Of course, it’s important to avoid having a full infectious cycle with a full disease. This can mean using an inactivated virus to generate immunity against the active form of the virus, the prototype being measles.

It could mean using an attenuated virus into which is inserted a gene of interest (GOI) and which will induce an attenuated infection, and in turn multiply and present the encoded protein to the immune system. The Institut Pasteur attempted this for COVID-19, for example, “but it didn’t work so well,” admits Christian Bréchot, MD, PhD, professor of infectious disease at the University of South Florida and president of the Global Virus Network.

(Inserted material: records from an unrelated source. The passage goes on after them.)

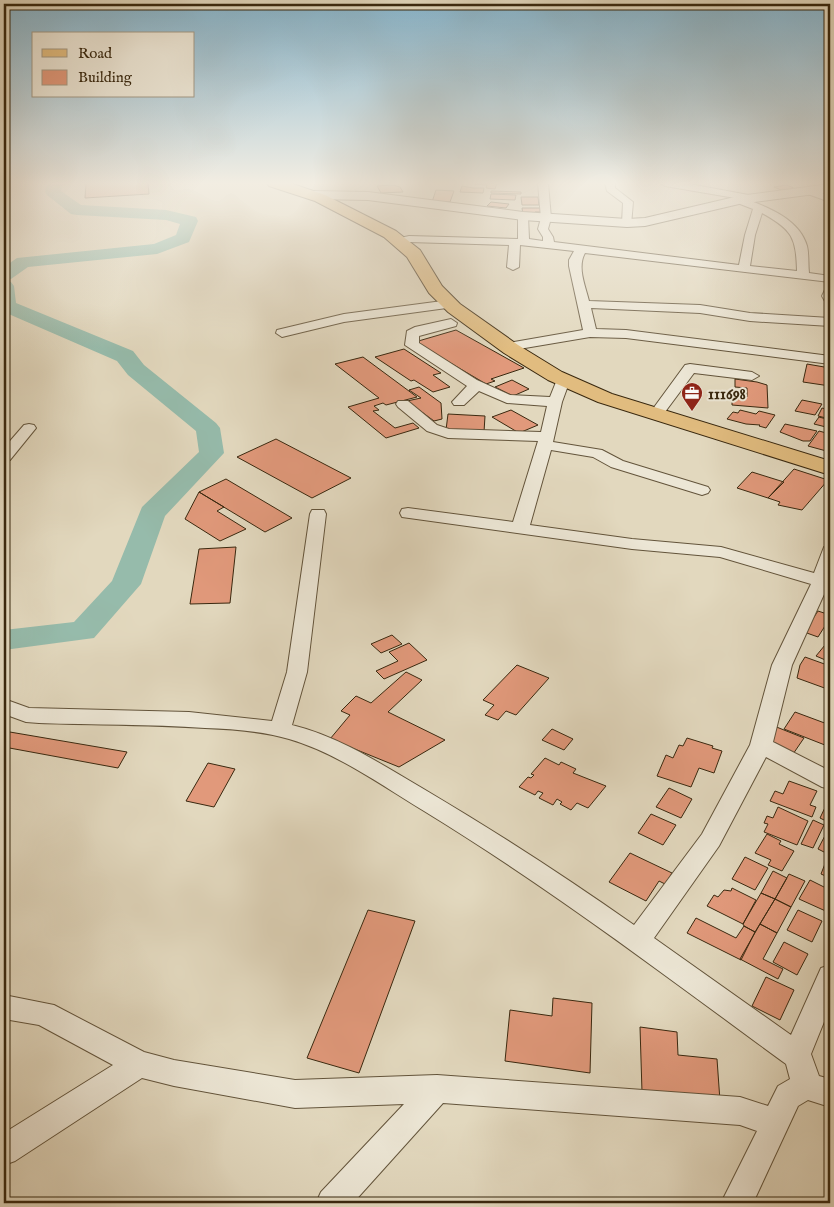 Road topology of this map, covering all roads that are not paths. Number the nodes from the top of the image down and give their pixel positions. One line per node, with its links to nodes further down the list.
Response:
1 (548, 239): 6 (street)
2 (750, 239): 9 (street)
3 (798, 239): 10 (street)
4 (405, 240): 5 (street); 15 (main road); 19 (main road)
5 (520, 242): 6 (street); 8 (street)
6 (548, 245): 7 (street)
7 (581, 249): 9 (street); 14 (street)
8 (513, 267)
9 (744, 268): 10 (street)
10 (803, 275): 11 (street)
11 (830, 279)
12 (830, 292): 13 (street)
13 (830, 300)
14 (584, 304): 16 (street); 18 (street)
15 (451, 314): 17 (street); 22 (main road); 23 (street)
16 (830, 322)
17 (282, 333)
18 (590, 333): 19 (street); 20 (street)
19 (519, 345): 27 (main road)
20 (830, 360)
21 (752, 376): 27 (street)
22 (563, 380): 25 (street); 32 (main road)
23 (477, 386): 24 (street); 25 (street)
24 (460, 402)
25 (555, 402): 29 (street)
26 (403, 404): 29 (street)
27 (660, 409): 31 (main road)
28 (29, 428): 30 (street)
29 (546, 441): 33 (street); 36 (street)
30 (4, 457)
31 (830, 464)
32 (830, 468)
33 (702, 490)
34 (408, 513): 36 (street)
35 (318, 514): 40 (street)
36 (520, 528): 38 (street)
37 (830, 551): 38 (street)
38 (821, 581): 41 (street)
39 (4, 706): 40 (street)
40 (280, 730): 43 (street)
41 (761, 745): 42 (street); 43 (street)
42 (830, 781)
43 (637, 941): 46 (street)
44 (830, 976): 46 (street)
45 (4, 1007): 47 (street)
46 (796, 1055): 49 (street)
47 (139, 1064): 48 (street); 51 (street)
48 (437, 1089): 50 (street); 52 (street)
49 (818, 1090): 50 (street)
50 (776, 1123): 53 (street)
51 (4, 1150)
52 (332, 1203)
53 (737, 1203) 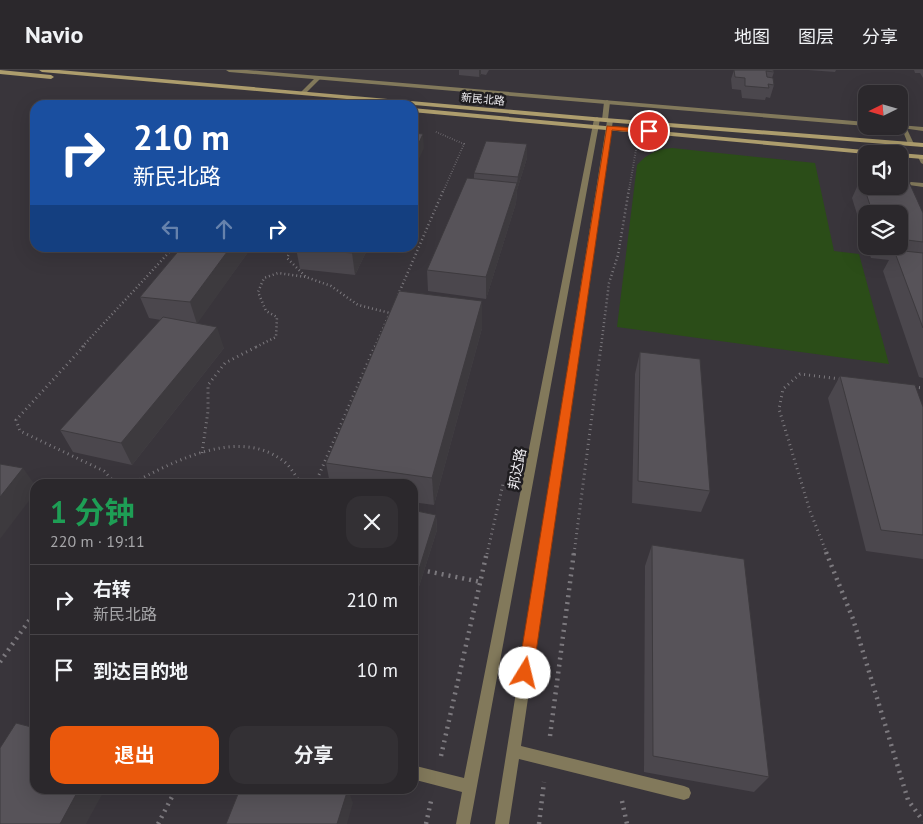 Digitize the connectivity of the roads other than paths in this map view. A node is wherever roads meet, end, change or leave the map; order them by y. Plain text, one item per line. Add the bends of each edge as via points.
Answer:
1 (42, 70) edge
2 (229, 70) edge
3 (0, 72) edge
4 (318, 78) junction
5 (303, 93) junction
6 (276, 100) edge
7 (373, 100) edge
8 (607, 102) junction
9 (418, 104) edge
10 (418, 110) edge
11 (603, 123) junction
12 (858, 123) edge
13 (908, 128) edge
14 (923, 129) edge
15 (907, 135) edge
16 (911, 144) junction
17 (923, 145) edge
18 (858, 151) edge
19 (908, 157) edge
20 (922, 159) edge
21 (911, 184) edge
22 (923, 185) edge
23 (513, 751) junction
24 (418, 774) edge
25 (470, 786) junction
26 (684, 793) dead end
27 (463, 824) edge
28 (502, 824) edge

1 - 5 street, 新民北路
2 - 4 street
3 - 6 street
4 - 5 street
4 - 8 street
5 - 7 street, 新民北路
8 - 11 street
8 - 12 street
9 - 11 street, 新民北路
10 - 11 street, 新民北路
11 - 16 street, 新民北路
11 - 18 street, 新民北路
11 - 23 street
11 - 25 street, 邦达路
13 - 14 street
15 - 16 street
16 - 17 street, 新民北路
19 - 20 street
21 - 22 street
23 - 26 street
23 - 28 street
24 - 25 street
25 - 27 street, 邦达路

Another option is to use a vector which will not be able to replicate fully in the body when injected, but will be able to transfer the GOI to host cells (as was the case with the AstraZeneca and Johnson & Johnson COVID-19 vaccines).

Vaccines can also be directed against cancer or chronic infection. In these cases, a vaccine is considered to be a therapeutic rather than a prophylactic. Bréchot points to three types of safety concerns with therapeutic vaccination.

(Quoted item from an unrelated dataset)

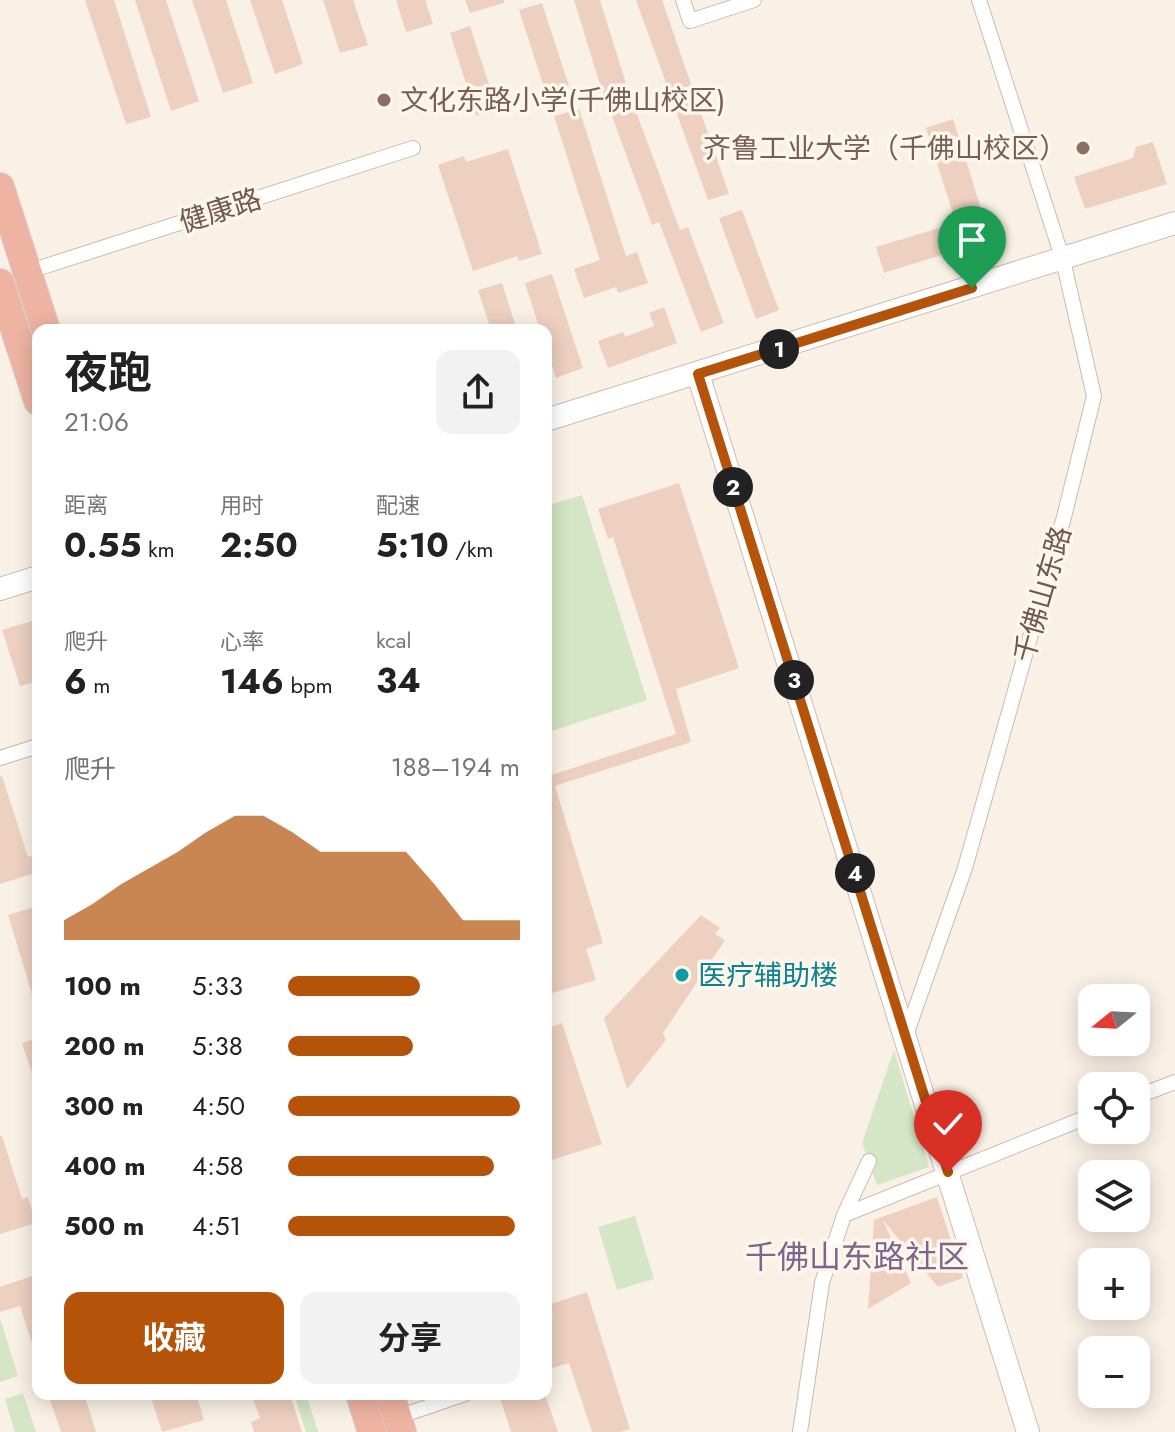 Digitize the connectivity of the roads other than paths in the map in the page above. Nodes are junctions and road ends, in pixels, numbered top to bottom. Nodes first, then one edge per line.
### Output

The first concern, as with any vaccination, is whether the vector itself will generate too much of an inflammatory response.

The second concern is whether the vaccine will change the natural course of the chronic infection, such as hepatitis, in a way that might be deleterious. “That is something you test on animal models and preclinical models before moving to the clinic,” Bréchot explains. “So far, this type of safety concern has really not been a major issue.”

The third concern is whether there will be long-term consequences due to viral vector administration. Such consequences, Bréchot notes, are “due to the vector’s interaction with the host cells, in particular, integrations.”

Lentiviral vectors

Retroviral vectors integrate their GOI into the host genome, and thus pass it along whenever the cell divides. “That’s good if you want long-term therapy,” says Mason.

But inserting the wrong sequence into the wrong place can wreak havoc. Several years ago, patients treated for severe combined immunodeficiency developed leukemia as a result of insertional oncogenesis.

Bréchot explains that the field responded, in part, by changing the genetic organization of the vector, the promoter, etc., so that “even if there were to be an insertion in some sensitive site, that could not have the same consequence.”

Lentiviral vectors derived from the HIV retrovirus have become useful in the development of chimeric antigen receptor T-cell therapies and other ex vivo cell-based gene therapies. Here, cells are removed, transduced, and returned to the patient. One advantage, according to Mason, is that “you can target very specific cell populations, because you can do it on a selection basis,” and use many orders of magnitude less vector. He says that another advantage is that “you can freeze the product down, which gives you time to actually do a number of tests to make sure it meets the safety and potency criteria that you require, prior to infusing it back into the patient.”

Viral Vectors
Lentiviral vectors derived from the HIV retrovirus may be advantageous in gene therapies because these vectors can target nondividing and slowly dividing cells. They have already become useful in the development of chimeric antigen receptor T-cell therapies and other ex vivo cell-based gene therapies. According to Theravectys, a vaccine developer, lentiviral vector–based vaccines may be administered at doses 1,000 to 10,000 times lower than those necessary with adenoviral vectors. [MedicalRF.com/Getty Images]

Researchers are also looking into ways to mediate site-specific integration to further assure against an insertional oncogenesis event.

Non-integrating versions of the lentiviral vector have been developed in a collaboration between the Pasteur Institut and the vaccine company Theravectys. These vectors are designed to target the GOI to dendritic cells in vivo, stimulating “a well-controlled T-cell response” against cancers and chronic viral and bacterial infections, says Bréchot, who is chair of the company’s scientific advisory board. The effective dose of the lentiviral vector-based vaccine—which can be used either therapeutically or prophylactically—is generally 1,000 to 10,000 times lower than that necessary with adenoviral vectors, reducing the potential for an adverse reaction to the vector.